Sigamos buscando la verdad. Descubriremos que la gran mayoría de los dogmas fundamentales, los que conforman el cristianismo tal y como los conocemos, así como los ritos y estructuras de la Iglesia, nacen una vez Jesús ha desaparecido. Son creaciones humanas posteriores, muchas veces en abierta contradicción con lo que Jesús o los primeros cristianos propugnaban. Sería extenso analizarlas todas, pero podemos tratar ligeramente algunas.
La divina concepción de Jesús en el vientre de María, por ejemplo, sólo se menciona en Lucas y Mateo, pero es omitida en Juan (precisamente el Evangelio más mítico) y Marcos (el Evangelio más antiguo y en el que se basaron aquellos). Probablemente su origen sea la influencia de los relatos míticos de embarazos y nacimientos prodigiosos que se encuentran en el Antiguo Testamento y en las tradiciones paganas, que fueron introduciéndose en la transmisión oral de las primeras comunidades cristianas y acabaron en los dos evangelios mencionados. Pablo, que a pesar de no conocer directamente a Jesús sentó las bases de una parte fundamental del cristianismo y de la doctrina de la Iglesia, tampoco compartía el papel que posteriormente se ha otorgado a María, tanto que ni la menciona en sus epístolas.
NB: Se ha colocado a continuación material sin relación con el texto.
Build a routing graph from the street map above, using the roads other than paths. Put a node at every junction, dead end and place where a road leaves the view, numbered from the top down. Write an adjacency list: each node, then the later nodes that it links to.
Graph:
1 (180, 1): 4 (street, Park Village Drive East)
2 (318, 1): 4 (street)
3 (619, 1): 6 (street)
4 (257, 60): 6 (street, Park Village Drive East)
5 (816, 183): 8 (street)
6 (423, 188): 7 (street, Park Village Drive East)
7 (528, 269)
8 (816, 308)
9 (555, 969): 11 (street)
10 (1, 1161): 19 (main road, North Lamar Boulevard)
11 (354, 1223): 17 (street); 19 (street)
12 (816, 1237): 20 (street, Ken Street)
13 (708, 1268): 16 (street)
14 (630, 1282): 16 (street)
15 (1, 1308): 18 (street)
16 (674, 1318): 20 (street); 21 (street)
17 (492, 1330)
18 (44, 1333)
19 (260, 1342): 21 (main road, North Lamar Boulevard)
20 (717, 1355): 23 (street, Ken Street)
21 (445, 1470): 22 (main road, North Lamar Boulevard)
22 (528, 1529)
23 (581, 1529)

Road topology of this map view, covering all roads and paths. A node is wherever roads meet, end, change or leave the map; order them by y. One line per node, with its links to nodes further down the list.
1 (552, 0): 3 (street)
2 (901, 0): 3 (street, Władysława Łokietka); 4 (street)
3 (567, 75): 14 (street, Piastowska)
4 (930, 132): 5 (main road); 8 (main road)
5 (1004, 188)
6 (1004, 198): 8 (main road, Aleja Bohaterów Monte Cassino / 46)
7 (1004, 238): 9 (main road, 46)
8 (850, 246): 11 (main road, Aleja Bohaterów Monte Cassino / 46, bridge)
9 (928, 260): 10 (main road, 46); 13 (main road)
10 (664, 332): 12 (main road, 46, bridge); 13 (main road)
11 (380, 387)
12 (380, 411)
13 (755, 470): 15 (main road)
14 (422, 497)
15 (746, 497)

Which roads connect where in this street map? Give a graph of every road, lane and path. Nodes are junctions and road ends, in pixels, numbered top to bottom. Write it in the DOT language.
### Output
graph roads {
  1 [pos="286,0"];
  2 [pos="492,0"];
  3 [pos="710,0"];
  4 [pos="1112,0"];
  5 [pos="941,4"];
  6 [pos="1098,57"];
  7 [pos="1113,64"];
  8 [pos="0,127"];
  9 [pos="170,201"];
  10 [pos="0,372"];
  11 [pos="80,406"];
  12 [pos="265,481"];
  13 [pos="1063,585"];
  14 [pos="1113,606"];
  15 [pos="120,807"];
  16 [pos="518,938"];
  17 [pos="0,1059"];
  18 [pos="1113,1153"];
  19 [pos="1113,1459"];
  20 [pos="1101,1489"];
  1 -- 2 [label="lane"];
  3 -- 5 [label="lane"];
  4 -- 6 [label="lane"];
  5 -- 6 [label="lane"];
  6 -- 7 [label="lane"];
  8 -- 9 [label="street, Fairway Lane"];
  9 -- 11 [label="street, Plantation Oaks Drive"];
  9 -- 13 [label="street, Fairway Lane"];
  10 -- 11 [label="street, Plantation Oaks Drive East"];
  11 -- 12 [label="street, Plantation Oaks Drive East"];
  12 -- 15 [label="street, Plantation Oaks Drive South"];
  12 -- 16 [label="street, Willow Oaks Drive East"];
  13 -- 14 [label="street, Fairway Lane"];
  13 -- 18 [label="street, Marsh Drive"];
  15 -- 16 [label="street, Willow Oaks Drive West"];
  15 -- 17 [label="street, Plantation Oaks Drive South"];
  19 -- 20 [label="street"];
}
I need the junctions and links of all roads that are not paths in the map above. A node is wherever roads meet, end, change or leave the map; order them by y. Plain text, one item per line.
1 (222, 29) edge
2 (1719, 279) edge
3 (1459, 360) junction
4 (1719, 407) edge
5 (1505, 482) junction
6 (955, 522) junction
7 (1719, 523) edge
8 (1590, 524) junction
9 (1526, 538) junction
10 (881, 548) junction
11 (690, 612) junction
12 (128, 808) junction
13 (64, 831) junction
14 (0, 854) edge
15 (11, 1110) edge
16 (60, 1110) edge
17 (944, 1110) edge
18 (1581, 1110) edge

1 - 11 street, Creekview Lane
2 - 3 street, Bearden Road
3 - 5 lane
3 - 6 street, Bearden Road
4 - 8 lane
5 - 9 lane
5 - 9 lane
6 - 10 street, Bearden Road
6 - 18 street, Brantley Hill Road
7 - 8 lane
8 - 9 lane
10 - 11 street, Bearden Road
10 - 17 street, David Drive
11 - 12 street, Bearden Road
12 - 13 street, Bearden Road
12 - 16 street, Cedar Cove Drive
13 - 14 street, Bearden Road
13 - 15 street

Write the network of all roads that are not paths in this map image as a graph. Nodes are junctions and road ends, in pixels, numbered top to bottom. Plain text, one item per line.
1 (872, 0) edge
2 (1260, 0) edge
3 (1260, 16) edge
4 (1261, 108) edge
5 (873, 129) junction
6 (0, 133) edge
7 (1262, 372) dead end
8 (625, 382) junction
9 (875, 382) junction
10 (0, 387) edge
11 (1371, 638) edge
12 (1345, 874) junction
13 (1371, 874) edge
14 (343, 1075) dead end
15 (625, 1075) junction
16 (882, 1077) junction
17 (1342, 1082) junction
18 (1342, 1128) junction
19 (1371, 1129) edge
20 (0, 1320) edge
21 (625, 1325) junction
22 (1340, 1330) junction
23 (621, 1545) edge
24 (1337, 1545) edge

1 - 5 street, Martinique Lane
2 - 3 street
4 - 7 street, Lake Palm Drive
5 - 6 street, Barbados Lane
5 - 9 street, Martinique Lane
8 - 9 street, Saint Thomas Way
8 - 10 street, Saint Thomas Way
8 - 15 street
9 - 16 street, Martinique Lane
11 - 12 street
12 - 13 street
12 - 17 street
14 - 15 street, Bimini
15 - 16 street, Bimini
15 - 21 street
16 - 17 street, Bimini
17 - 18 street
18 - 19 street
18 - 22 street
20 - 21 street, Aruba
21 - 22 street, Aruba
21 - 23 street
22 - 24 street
Si seguimos buscando la verdad, nos encontramos con que la divinidad de Jesús, algo que ahora los cristianos asumen con normalidad y que es la base fundamental de su fe, fue objeto de debate permanente durante los tres primeros siglos del cristianismo (e incluso después). El dogma de que Jesús es Dios se decidió definitivamente por votación, en el año 325, en el Concilio de Nicea. Este concilio ecuménico (unificador de doctrina), fue promovido por el emperador Constantino para acabar de una vez por todas con las disputas que generaba esta cuestión. Curiosamente, Constantino, el emperador que hizo del cristianismo la religión oficial del Imperio Romano para consolidar su poder, murió abrazando el arrianismo, es decir, la doctrina cristiana perdedora en Nicea que negaba la naturaleza divina de Jesús. El Espíritu Santo, que acabó conformando la Santísima Trinidad, se añadió después, en el Concilio de Constantinopla, en el año 381.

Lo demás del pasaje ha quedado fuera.